The market system is often credited as the single greatest achievement of humankind, the most important driving force of human welfare the world has ever seen. Our very own professor Michael Munger, one of the great libertarian thinkers of our time, put the general beauty of the market this way: “Lots of choices, lots of choosers, prices driven down toward the cost of production. New goods and services come constantly to the market, because producers’ self-interest forces them to think of new and better ways to serve customer needs.”

In the case of drugs in a market system, we would hope for this to hold true—drug prices ought to fall towards the cost of production, as competitive firms enter the market to both serve consumers what they need and pocket a nifty profit.

But that’s just not happening.

The article from the American Chemical Society, referenced above, put together a solid overview of the two classes of price gouging that we are seeing in the United States (emphasis added): “the absence of competition in the sale of low-volume, low-price drugs can lead to price gouging. For patented medicines, society allows supracompetitive pricing to incentivize innovation.”

Turing Pharmaceuticals is a good example of the first class of price gouging: they purchased the rights to a medicine that is not demanded by many people (meaning few if any other firms are willing to enter the market) and took advantage of the situation by raising prices “bigly.” Since the demand for specific, life-saving medications is relatively inelastic (meaning demand does not change much, if at all, when the price increases), then people will pay the price. It’s a lifesaving drug—what choice do you have but to give what they ask?

The other class of price gouging, in supracompetitive markets, takes place when certain firms have government-granted advantages in the form of intellectual property laws that allow them to be the sole manufacturers of newly invented drugs. While this can encourage innovation and offset the upfront costs of research and development, it is not clear that such artificial advantages are entirely warranted given the ambiguity of the actual costs. It is telling, for instance, that we think pharmaceuticals spend approximately double the cost of research and development (R+D) on marketing their products.

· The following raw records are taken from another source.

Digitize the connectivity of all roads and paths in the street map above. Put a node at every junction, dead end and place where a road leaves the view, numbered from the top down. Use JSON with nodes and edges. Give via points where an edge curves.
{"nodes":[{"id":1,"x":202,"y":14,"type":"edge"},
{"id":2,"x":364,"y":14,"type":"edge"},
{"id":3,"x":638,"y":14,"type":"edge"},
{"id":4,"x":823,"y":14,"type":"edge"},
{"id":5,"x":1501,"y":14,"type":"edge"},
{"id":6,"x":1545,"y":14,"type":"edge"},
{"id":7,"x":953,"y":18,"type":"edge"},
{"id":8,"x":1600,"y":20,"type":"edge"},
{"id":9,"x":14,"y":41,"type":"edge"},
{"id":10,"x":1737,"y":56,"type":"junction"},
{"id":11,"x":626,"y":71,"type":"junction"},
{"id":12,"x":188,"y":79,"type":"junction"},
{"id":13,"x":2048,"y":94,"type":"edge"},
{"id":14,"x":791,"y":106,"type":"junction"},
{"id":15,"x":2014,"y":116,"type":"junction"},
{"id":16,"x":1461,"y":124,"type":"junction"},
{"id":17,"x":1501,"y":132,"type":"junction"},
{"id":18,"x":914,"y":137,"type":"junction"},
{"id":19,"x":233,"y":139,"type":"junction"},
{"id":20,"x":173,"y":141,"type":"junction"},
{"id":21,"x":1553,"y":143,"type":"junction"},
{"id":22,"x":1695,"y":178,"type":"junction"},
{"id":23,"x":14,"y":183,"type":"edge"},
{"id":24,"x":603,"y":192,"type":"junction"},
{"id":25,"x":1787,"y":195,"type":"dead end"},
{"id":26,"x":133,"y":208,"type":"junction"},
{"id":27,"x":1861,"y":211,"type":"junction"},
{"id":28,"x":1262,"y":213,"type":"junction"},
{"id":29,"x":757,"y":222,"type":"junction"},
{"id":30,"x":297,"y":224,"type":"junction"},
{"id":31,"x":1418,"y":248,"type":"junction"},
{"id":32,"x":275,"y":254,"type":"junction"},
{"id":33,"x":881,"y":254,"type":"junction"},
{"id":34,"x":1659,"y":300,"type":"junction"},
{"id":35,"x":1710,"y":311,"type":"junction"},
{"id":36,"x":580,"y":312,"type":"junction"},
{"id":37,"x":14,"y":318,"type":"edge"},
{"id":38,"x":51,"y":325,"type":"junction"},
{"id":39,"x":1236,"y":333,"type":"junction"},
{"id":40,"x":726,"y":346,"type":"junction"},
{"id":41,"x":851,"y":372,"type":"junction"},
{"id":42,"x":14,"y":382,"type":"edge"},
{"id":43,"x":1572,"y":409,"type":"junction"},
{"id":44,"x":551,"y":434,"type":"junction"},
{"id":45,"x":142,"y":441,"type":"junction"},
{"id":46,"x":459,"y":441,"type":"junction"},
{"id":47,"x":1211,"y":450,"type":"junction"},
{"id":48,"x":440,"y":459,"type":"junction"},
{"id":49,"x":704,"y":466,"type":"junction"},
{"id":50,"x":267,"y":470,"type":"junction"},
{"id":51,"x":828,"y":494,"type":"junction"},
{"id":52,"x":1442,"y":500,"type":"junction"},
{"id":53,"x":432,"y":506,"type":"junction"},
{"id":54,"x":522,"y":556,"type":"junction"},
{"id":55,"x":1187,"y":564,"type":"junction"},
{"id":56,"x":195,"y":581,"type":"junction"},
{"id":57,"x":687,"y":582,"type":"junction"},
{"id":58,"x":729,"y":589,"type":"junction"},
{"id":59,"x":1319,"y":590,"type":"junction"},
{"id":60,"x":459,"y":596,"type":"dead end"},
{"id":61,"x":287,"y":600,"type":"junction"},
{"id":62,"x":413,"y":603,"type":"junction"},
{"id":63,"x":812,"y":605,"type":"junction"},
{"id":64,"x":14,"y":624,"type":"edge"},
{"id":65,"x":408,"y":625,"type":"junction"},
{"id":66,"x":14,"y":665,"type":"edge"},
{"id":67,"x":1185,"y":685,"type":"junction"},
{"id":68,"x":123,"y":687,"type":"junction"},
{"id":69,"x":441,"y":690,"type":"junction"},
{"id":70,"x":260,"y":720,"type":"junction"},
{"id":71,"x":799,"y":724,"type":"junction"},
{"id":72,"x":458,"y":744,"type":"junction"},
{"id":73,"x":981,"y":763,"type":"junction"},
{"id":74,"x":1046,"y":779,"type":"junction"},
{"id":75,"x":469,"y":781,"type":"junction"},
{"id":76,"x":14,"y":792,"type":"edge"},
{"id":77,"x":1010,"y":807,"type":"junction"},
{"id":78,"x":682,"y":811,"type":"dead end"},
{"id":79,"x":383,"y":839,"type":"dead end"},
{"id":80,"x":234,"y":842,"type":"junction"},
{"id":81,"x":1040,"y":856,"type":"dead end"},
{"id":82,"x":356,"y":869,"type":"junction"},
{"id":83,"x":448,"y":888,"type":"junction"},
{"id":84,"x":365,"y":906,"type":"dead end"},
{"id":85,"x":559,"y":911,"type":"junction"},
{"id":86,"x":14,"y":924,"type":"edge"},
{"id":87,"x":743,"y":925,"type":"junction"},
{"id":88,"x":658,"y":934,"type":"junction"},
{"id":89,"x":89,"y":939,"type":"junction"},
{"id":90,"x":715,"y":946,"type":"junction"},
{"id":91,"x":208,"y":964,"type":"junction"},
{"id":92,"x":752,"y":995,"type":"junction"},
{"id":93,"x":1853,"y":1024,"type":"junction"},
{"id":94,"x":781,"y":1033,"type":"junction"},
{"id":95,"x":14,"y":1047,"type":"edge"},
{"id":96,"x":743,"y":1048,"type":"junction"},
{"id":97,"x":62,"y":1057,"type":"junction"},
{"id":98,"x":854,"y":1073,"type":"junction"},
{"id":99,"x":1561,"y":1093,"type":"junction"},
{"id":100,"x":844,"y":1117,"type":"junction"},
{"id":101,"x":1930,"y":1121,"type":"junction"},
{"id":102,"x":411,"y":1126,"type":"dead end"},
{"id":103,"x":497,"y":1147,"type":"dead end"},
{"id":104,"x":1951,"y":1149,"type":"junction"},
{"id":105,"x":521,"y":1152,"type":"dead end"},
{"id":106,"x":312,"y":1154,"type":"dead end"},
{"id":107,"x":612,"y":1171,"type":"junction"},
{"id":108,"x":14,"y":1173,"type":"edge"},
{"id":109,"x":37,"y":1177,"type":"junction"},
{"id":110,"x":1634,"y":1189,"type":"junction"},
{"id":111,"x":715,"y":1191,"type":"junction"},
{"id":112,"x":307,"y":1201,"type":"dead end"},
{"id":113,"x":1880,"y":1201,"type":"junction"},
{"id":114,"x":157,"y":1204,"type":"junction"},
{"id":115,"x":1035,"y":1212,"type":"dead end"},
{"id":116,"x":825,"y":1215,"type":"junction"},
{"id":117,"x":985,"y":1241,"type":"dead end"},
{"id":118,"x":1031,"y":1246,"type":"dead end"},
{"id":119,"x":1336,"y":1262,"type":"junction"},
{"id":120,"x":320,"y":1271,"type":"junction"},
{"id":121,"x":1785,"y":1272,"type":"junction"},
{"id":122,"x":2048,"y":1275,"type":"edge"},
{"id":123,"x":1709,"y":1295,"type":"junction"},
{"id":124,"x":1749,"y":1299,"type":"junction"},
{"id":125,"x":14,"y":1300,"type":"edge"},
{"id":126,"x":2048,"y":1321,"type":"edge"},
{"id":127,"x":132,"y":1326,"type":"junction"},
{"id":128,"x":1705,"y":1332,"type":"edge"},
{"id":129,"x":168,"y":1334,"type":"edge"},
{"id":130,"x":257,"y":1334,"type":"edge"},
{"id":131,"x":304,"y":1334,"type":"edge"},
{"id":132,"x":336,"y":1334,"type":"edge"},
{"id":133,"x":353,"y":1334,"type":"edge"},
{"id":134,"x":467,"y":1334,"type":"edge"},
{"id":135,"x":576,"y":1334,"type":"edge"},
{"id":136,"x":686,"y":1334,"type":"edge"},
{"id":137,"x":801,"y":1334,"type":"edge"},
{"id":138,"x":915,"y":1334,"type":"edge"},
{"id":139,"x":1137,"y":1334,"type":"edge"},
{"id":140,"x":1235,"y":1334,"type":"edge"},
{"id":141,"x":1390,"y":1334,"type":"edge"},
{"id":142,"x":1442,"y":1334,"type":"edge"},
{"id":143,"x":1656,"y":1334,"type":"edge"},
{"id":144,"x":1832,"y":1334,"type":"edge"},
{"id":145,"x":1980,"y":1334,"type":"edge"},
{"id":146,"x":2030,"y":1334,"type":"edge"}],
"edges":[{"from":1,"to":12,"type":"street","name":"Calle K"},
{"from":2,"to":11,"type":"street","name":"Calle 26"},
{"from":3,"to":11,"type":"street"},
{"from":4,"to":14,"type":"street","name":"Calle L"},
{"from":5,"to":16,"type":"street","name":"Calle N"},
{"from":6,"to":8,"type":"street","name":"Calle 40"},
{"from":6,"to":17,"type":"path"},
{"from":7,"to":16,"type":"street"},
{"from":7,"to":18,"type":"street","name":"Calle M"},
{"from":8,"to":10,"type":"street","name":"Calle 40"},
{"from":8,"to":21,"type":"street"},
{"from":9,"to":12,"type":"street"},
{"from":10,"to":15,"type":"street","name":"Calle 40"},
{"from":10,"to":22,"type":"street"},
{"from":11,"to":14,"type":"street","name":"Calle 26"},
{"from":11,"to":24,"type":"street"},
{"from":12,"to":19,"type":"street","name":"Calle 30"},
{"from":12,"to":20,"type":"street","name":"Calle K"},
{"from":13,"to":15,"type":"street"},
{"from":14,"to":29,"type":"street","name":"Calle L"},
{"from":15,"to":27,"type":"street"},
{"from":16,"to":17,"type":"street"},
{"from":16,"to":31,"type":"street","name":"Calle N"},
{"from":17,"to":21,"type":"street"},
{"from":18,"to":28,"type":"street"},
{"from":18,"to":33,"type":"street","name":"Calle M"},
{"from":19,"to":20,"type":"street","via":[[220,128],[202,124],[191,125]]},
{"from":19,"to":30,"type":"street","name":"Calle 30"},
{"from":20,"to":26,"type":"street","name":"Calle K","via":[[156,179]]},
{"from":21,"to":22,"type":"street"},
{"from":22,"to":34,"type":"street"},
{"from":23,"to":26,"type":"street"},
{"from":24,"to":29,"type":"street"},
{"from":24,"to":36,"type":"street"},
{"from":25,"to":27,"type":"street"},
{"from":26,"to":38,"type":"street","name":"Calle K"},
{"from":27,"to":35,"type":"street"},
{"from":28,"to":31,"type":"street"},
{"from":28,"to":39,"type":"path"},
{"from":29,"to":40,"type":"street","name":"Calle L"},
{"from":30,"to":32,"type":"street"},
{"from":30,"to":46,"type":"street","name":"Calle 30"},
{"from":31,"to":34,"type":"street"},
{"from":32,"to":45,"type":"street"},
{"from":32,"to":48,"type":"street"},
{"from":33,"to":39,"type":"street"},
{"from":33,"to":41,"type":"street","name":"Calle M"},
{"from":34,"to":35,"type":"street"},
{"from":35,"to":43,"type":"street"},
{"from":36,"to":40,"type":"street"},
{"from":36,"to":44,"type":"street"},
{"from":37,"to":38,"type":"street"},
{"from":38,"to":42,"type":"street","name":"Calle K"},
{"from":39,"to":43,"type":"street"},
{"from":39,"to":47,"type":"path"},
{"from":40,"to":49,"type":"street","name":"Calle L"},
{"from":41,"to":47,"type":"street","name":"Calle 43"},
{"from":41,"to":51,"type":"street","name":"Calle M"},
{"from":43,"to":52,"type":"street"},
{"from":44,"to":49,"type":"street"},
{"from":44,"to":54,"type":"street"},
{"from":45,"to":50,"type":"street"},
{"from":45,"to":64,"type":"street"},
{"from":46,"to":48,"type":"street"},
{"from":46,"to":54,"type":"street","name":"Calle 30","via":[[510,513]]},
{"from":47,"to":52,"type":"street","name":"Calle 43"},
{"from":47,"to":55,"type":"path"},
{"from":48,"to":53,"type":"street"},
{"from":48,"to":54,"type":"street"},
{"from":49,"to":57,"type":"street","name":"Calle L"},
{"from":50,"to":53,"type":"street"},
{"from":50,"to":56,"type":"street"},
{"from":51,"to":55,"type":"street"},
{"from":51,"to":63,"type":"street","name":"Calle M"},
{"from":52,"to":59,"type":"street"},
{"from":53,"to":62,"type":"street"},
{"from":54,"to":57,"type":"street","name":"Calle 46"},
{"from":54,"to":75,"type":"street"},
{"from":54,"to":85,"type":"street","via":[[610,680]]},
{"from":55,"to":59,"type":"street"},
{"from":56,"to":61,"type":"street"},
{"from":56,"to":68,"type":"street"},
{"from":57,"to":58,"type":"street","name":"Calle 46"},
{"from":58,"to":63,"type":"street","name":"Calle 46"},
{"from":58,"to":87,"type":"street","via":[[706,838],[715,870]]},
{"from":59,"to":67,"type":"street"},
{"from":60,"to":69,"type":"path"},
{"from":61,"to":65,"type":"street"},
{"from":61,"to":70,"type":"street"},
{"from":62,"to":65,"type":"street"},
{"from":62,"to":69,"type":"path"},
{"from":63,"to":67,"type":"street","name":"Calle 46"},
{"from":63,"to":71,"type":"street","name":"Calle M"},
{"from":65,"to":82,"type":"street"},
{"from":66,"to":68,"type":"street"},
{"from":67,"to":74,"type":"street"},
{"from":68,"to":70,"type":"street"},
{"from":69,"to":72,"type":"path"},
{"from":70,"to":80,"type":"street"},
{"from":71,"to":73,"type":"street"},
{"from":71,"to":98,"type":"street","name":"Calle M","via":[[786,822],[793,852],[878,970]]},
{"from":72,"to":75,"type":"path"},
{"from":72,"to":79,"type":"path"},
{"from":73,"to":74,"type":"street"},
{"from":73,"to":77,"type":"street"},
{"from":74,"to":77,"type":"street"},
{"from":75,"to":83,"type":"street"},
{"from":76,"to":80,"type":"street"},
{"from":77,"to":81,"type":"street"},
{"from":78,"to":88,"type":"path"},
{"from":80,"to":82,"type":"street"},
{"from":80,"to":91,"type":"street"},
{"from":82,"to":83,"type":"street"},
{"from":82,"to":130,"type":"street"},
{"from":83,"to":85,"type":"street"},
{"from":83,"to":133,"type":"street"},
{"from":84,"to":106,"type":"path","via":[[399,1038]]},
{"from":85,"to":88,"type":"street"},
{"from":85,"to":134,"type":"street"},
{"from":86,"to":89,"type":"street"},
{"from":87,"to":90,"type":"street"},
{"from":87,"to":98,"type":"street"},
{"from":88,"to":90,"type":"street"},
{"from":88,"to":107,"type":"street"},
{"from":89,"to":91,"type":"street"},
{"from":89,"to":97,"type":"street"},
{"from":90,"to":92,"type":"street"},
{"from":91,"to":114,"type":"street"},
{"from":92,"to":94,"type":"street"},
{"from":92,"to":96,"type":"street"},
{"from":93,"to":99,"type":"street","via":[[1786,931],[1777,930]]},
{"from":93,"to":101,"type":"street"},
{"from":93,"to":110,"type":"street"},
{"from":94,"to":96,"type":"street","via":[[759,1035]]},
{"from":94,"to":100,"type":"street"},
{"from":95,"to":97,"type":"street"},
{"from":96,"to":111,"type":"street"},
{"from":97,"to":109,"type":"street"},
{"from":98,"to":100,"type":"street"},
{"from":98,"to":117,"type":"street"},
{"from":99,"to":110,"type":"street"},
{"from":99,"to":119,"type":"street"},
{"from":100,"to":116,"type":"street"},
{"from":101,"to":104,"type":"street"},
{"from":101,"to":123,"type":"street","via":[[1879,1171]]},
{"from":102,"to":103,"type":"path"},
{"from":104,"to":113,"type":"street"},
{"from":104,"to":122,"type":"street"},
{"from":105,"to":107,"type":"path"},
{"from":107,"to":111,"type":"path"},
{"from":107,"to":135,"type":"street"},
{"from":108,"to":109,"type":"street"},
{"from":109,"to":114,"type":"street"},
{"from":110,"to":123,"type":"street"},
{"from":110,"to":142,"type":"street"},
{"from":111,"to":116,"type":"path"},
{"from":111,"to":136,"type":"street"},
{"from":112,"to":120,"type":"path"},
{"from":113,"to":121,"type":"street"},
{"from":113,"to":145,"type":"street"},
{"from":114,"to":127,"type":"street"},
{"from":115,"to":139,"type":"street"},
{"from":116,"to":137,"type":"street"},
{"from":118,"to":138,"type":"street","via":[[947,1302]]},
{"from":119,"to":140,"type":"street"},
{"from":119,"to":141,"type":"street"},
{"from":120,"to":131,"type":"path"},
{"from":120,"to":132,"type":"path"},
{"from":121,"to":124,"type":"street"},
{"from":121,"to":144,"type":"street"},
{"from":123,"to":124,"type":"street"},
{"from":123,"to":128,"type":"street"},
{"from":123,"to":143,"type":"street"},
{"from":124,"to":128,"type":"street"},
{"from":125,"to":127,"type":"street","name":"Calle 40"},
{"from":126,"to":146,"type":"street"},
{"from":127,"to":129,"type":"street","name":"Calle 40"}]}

More broadly, neither of these scenarios feature the necessary component of a functional market: healthy competition. Does that warrant government intervention?

To be sure, that is an empirical question—it is open for discussion whether or not government intervention of some sort would improve outcomes for patients. However, the evidence seems to point towards the need for some sort of reconsideration of public policy.

As the American Journal of Medicine rightfully pointed out, in many cases of public expenditures on health care, price gouging of drugs is a so-called “tragedy of the commons,” meaning that a few firms can internalize huge gains at the expense of the rest of society, the members of which each bear a tiny fraction of the true cost.

If American taxpayers are paying into healthcare programs that pay these absurd prices, everyone bears a bit of the cost, and a few concentrated interests experience huge gains. The fact that the gains are so concentrated and the costs are so diluted makes legislative action that much more difficult, since the beneficiaries are well-organized and politically savvy, jealously protecting their advantage.

What does this mean for policy? Does that mean price caps? Or perhaps a rethinking of our outdated intellectual property laws? Maybe a demand for transparency in firms’ costs? I’ll leave that question up to the public debate and the experts in the field, but I will say that action is certainly necessary.

This is a problem with a real, human cost. As Consumer Reports revealed in an in-depth anaylsis, people who experience a cost increase in their medicine spend less on family and other bills, and sometimes even postpone retirement to maintain health insurance. The need for action is strong, and the time for action is now. Surely, people who suffer the misfortune of getting sick should not have their lives ruined by gouged pricing.

Author’s Note: This article was adapted from a column I wrote for The Chronicle on January 25, 2016.